Is a Legal Separation a Good Idea If You’re Unsure About Divorce?
Deciding that a marriage isn’t working is difficult. Often couples will decide to separate for a period of time. A break can give them time to think about whether they actually want a divorce or want to try and make their marriage work. A legal separation is different from just living apart for awhile.
How Legal Separations Work
When a couple decides to legally separate, they must go to court. In some states, the request is filed in family court. An attorney will prepare the legal separation agreement. The agreement will include the issues that would be addressed in a divorce decree.
The separation agreement includes how the property will be divided, who will be responsible for debts incurred by the couple, child support and custody (if there are children from the marriage), visitation, and spousal support.
Advantages of Legal Separations
There are advantages to legal separations such as protecting the interests of both parties until the decision is made to reconcile or divorce. In the event the couple decides to divorce, the issues that would need to be dealt with are already settled.
If the couple is not sure they want a divorce, a legal separation will allow them to stay married so health benefits stay in place.

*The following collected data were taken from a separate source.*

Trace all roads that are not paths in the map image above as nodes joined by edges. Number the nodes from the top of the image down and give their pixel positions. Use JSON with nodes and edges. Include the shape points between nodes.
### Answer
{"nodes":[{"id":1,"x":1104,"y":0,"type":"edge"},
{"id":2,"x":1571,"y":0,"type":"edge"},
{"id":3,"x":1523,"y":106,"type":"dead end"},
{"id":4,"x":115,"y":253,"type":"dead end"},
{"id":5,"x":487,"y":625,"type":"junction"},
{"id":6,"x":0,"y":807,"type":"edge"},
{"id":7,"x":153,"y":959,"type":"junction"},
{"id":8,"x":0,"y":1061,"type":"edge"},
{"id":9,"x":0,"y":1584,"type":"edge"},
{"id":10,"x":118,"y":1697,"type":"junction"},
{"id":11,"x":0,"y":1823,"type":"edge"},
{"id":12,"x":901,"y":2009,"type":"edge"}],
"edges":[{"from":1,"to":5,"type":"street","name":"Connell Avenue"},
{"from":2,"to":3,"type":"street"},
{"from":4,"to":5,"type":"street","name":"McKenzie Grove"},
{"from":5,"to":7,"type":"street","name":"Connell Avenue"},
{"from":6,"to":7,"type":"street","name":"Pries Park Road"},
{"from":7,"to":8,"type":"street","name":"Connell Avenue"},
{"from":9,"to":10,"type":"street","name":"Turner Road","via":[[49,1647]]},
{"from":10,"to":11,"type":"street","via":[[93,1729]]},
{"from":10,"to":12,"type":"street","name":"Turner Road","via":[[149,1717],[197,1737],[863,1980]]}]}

It is generally less stressful for children when their parents are living apart rather than living in the same home and not getting along. Living apart can be beneficial for giving each other the space needed to think about what they really want to do.
Sometimes a couple may choose legal separation rather than divorce due to religious beliefs. Their religion may prohibit divorce. Couples have lived separately for many years and find that the arrangement works well for them. Since they are still legally married, it may help them when it comes to filing income taxes.
Another consideration is that when the time comes, in order for one spouse to be eligible for social security benefits of the other, they must have been married for a specific period of time. If one spouse would get more in social security benefits, the other spouse would receive more by drawing benefits from the higher earning spouse by staying married for the required years. The same is true for military families.
Legal separation can also protect a spouse’s right to property in the event that one or the other would die. If they are divorced, they would not have a right to the property unless it was specified in a will or other legal arrangement.
Disadvantages of Legal Separations
When someone is unsure of whether they want a divorce, since a legal separation involves filing legal paperwork, it may be necessary to return to court to have the agreement annulled. Depending on the laws of the state where the couple resides, it may be easier just to get back together, thus negating the separation.
When deciding to separate legally, if the couple cannot agree on the separation of their assets or custody of children, a judge will decide these issues. This can be as stressful and expensive as a divorce. Due to this stress and the cost of a legal separation, it could cause the couple to go through with the divorce when they weren’t really sure that is what they wanted in the beginning.
Often couples decide on an informal separation, rather than going to court. Another reason for an informal separation is it does not seem as permanent. For those who are not sure if a divorce is really what they want, it may be easier to live apart without legally filing for separation until they decide what they want.
Sometimes when couples spend a significant amount of time apart, they meet someone else. If one or the other should do this, they are not free to marry under a legal separation. They would need to go through the divorce process.
In the event that a medical decision would need to be made for one of the spouses due to an accident or serious illness, when a couple is legally separated, they are still the next of kin. If they are divorced, they are not considered as such and cannot make these decisions. A legal separation can be undone. A divorce cannot. The only option in divorce is remarriage.
Being legally separated is confusing. This is why some couples choose a trial separation instead of going through the legal process. It may give them time to decide if they want a legal separation or a divorce. It can also help by providing both spouses a chance to explore their feelings without pressure from the other.
If they can agree on the handling of bills, custody, and support, this may be an option. When choosing a trial separation it is still a good idea to create an informal agreement in writing regarding legal aspects. Will the couple continue to have joint bank accounts or credit cards? Will they pay the same bills they have been paying? If children are involved, which parent will they live with, and who is responsible for supporting them?
There are advantages and disadvantages to legal separation. If the couple has feelings for each other, spending some time apart may be a solution. If they decide it is best to live apart, a legal separation can be beneficial for both until they make a decision to divorce.